Excerpted data:

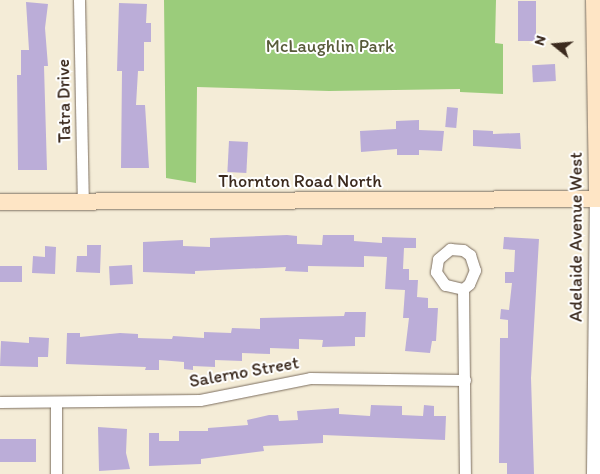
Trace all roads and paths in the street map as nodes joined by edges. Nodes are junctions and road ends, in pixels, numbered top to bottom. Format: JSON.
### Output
{"nodes":[{"id":1,"x":79,"y":0,"type":"edge"},
{"id":2,"x":594,"y":0,"type":"edge"},
{"id":3,"x":598,"y":199,"type":"edge"},
{"id":4,"x":0,"y":202,"type":"edge"},
{"id":5,"x":83,"y":202,"type":"junction"},
{"id":6,"x":464,"y":289,"type":"dead end"},
{"id":7,"x":465,"y":380,"type":"junction"},
{"id":8,"x":0,"y":402,"type":"edge"},
{"id":9,"x":56,"y":403,"type":"junction"},
{"id":10,"x":56,"y":474,"type":"edge"},
{"id":11,"x":465,"y":474,"type":"edge"},
{"id":12,"x":594,"y":474,"type":"edge"}],
"edges":[{"from":1,"to":5,"type":"street","name":"Tatra Drive"},
{"from":2,"to":3,"type":"main road","name":"Adelaide Avenue West"},
{"from":3,"to":5,"type":"main road","name":"Thornton Road North"},
{"from":3,"to":12,"type":"street","name":"Adelaide Avenue West"},
{"from":4,"to":5,"type":"main road","name":"Thornton Road North"},
{"from":6,"to":7,"type":"street"},
{"from":7,"to":9,"type":"street","name":"Salerno Street"},
{"from":7,"to":11,"type":"street"},
{"from":8,"to":9,"type":"street","name":"Salerno Street"},
{"from":9,"to":10,"type":"street"}]}
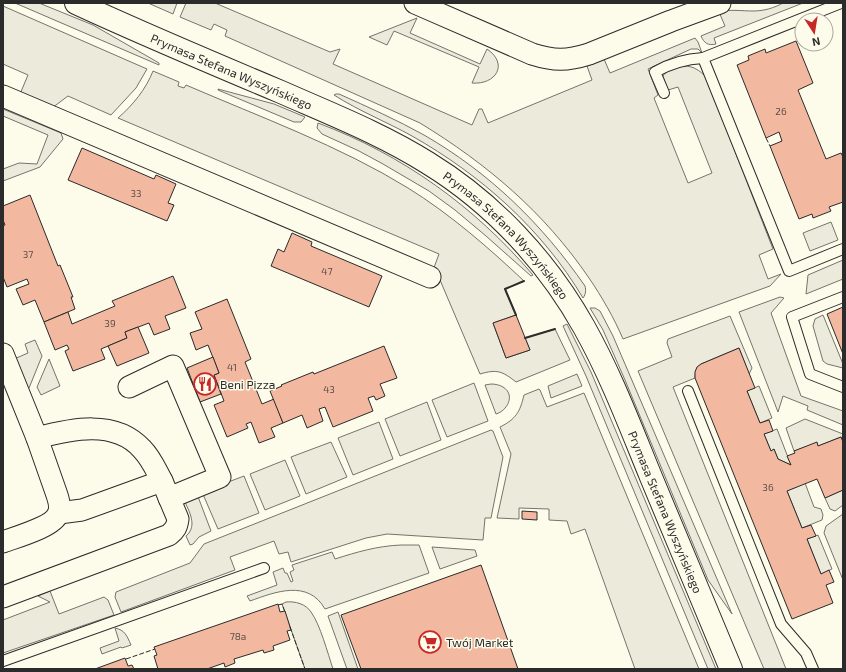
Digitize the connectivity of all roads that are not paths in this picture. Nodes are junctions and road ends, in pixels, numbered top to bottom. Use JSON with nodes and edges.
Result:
{"nodes":[{"id":1,"x":76,"y":3,"type":"edge"},
{"id":2,"x":415,"y":3,"type":"edge"},
{"id":3,"x":683,"y":3,"type":"edge"},
{"id":4,"x":720,"y":3,"type":"edge"},
{"id":5,"x":841,"y":3,"type":"edge"},
{"id":6,"x":671,"y":21,"type":"junction"},
{"id":7,"x":704,"y":58,"type":"junction"},
{"id":8,"x":664,"y":93,"type":"dead end"},
{"id":9,"x":3,"y":96,"type":"edge"},
{"id":10,"x":843,"y":249,"type":"edge"},
{"id":11,"x":430,"y":277,"type":"dead end"},
{"id":12,"x":843,"y":297,"type":"edge"},
{"id":13,"x":3,"y":354,"type":"edge"},
{"id":14,"x":843,"y":377,"type":"edge"},
{"id":15,"x":838,"y":385,"type":"edge"},
{"id":16,"x":129,"y":387,"type":"dead end"},
{"id":17,"x":688,"y":391,"type":"dead end"},
{"id":18,"x":37,"y":438,"type":"junction"},
{"id":19,"x":166,"y":489,"type":"junction"},
{"id":20,"x":59,"y":513,"type":"junction"},
{"id":21,"x":3,"y":542,"type":"edge"},
{"id":22,"x":264,"y":568,"type":"dead end"},
{"id":23,"x":3,"y":597,"type":"edge"},
{"id":24,"x":3,"y":661,"type":"edge"},
{"id":25,"x":731,"y":669,"type":"edge"},
{"id":26,"x":813,"y":669,"type":"edge"}],
"edges":[{"from":1,"to":25,"type":"street","name":"Prymasa Stefana Wyszyńskiego"},
{"from":2,"to":6,"type":"street"},
{"from":3,"to":6,"type":"street"},
{"from":4,"to":6,"type":"street"},
{"from":5,"to":7,"type":"lane"},
{"from":7,"to":8,"type":"lane"},
{"from":7,"to":10,"type":"lane"},
{"from":9,"to":11,"type":"street"},
{"from":12,"to":15,"type":"lane"},
{"from":13,"to":18,"type":"street"},
{"from":14,"to":15,"type":"lane"},
{"from":16,"to":19,"type":"street"},
{"from":17,"to":26,"type":"lane"},
{"from":18,"to":19,"type":"street"},
{"from":18,"to":20,"type":"street"},
{"from":19,"to":20,"type":"street"},
{"from":19,"to":23,"type":"street"},
{"from":20,"to":21,"type":"street"},
{"from":22,"to":24,"type":"lane"}]}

Assigned task: Print the complete listing exactly, apart from any pictures.

Answer area:
Trace all roads and paths in the street map as nodes joined by edges. Nodes are junctions and road ends, in pixels, numbered top to bottom. Format: JSON.
### Output
{"nodes":[{"id":1,"x":79,"y":0,"type":"edge"},
{"id":2,"x":594,"y":0,"type":"edge"},
{"id":3,"x":598,"y":199,"type":"edge"},
{"id":4,"x":0,"y":202,"type":"edge"},
{"id":5,"x":83,"y":202,"type":"junction"},
{"id":6,"x":464,"y":289,"type":"dead end"},
{"id":7,"x":465,"y":380,"type":"junction"},
{"id":8,"x":0,"y":402,"type":"edge"},
{"id":9,"x":56,"y":403,"type":"junction"},
{"id":10,"x":56,"y":474,"type":"edge"},
{"id":11,"x":465,"y":474,"type":"edge"},
{"id":12,"x":594,"y":474,"type":"edge"}],
"edges":[{"from":1,"to":5,"type":"street","name":"Tatra Drive"},
{"from":2,"to":3,"type":"main road","name":"Adelaide Avenue West"},
{"from":3,"to":5,"type":"main road","name":"Thornton Road North"},
{"from":3,"to":12,"type":"street","name":"Adelaide Avenue West"},
{"from":4,"to":5,"type":"main road","name":"Thornton Road North"},
{"from":6,"to":7,"type":"street"},
{"from":7,"to":9,"type":"street","name":"Salerno Street"},
{"from":7,"to":11,"type":"street"},
{"from":8,"to":9,"type":"street","name":"Salerno Street"},
{"from":9,"to":10,"type":"street"}]}
Digitize the connectivity of all roads that are not paths in this picture. Nodes are junctions and road ends, in pixels, numbered top to bottom. Use JSON with nodes and edges.
Result:
{"nodes":[{"id":1,"x":76,"y":3,"type":"edge"},
{"id":2,"x":415,"y":3,"type":"edge"},
{"id":3,"x":683,"y":3,"type":"edge"},
{"id":4,"x":720,"y":3,"type":"edge"},
{"id":5,"x":841,"y":3,"type":"edge"},
{"id":6,"x":671,"y":21,"type":"junction"},
{"id":7,"x":704,"y":58,"type":"junction"},
{"id":8,"x":664,"y":93,"type":"dead end"},
{"id":9,"x":3,"y":96,"type":"edge"},
{"id":10,"x":843,"y":249,"type":"edge"},
{"id":11,"x":430,"y":277,"type":"dead end"},
{"id":12,"x":843,"y":297,"type":"edge"},
{"id":13,"x":3,"y":354,"type":"edge"},
{"id":14,"x":843,"y":377,"type":"edge"},
{"id":15,"x":838,"y":385,"type":"edge"},
{"id":16,"x":129,"y":387,"type":"dead end"},
{"id":17,"x":688,"y":391,"type":"dead end"},
{"id":18,"x":37,"y":438,"type":"junction"},
{"id":19,"x":166,"y":489,"type":"junction"},
{"id":20,"x":59,"y":513,"type":"junction"},
{"id":21,"x":3,"y":542,"type":"edge"},
{"id":22,"x":264,"y":568,"type":"dead end"},
{"id":23,"x":3,"y":597,"type":"edge"},
{"id":24,"x":3,"y":661,"type":"edge"},
{"id":25,"x":731,"y":669,"type":"edge"},
{"id":26,"x":813,"y":669,"type":"edge"}],
"edges":[{"from":1,"to":25,"type":"street","name":"Prymasa Stefana Wyszyńskiego"},
{"from":2,"to":6,"type":"street"},
{"from":3,"to":6,"type":"street"},
{"from":4,"to":6,"type":"street"},
{"from":5,"to":7,"type":"lane"},
{"from":7,"to":8,"type":"lane"},
{"from":7,"to":10,"type":"lane"},
{"from":9,"to":11,"type":"street"},
{"from":12,"to":15,"type":"lane"},
{"from":13,"to":18,"type":"street"},
{"from":14,"to":15,"type":"lane"},
{"from":16,"to":19,"type":"street"},
{"from":17,"to":26,"type":"lane"},
{"from":18,"to":19,"type":"street"},
{"from":18,"to":20,"type":"street"},
{"from":19,"to":20,"type":"street"},
{"from":19,"to":23,"type":"street"},
{"from":20,"to":21,"type":"street"},
{"from":22,"to":24,"type":"lane"}]}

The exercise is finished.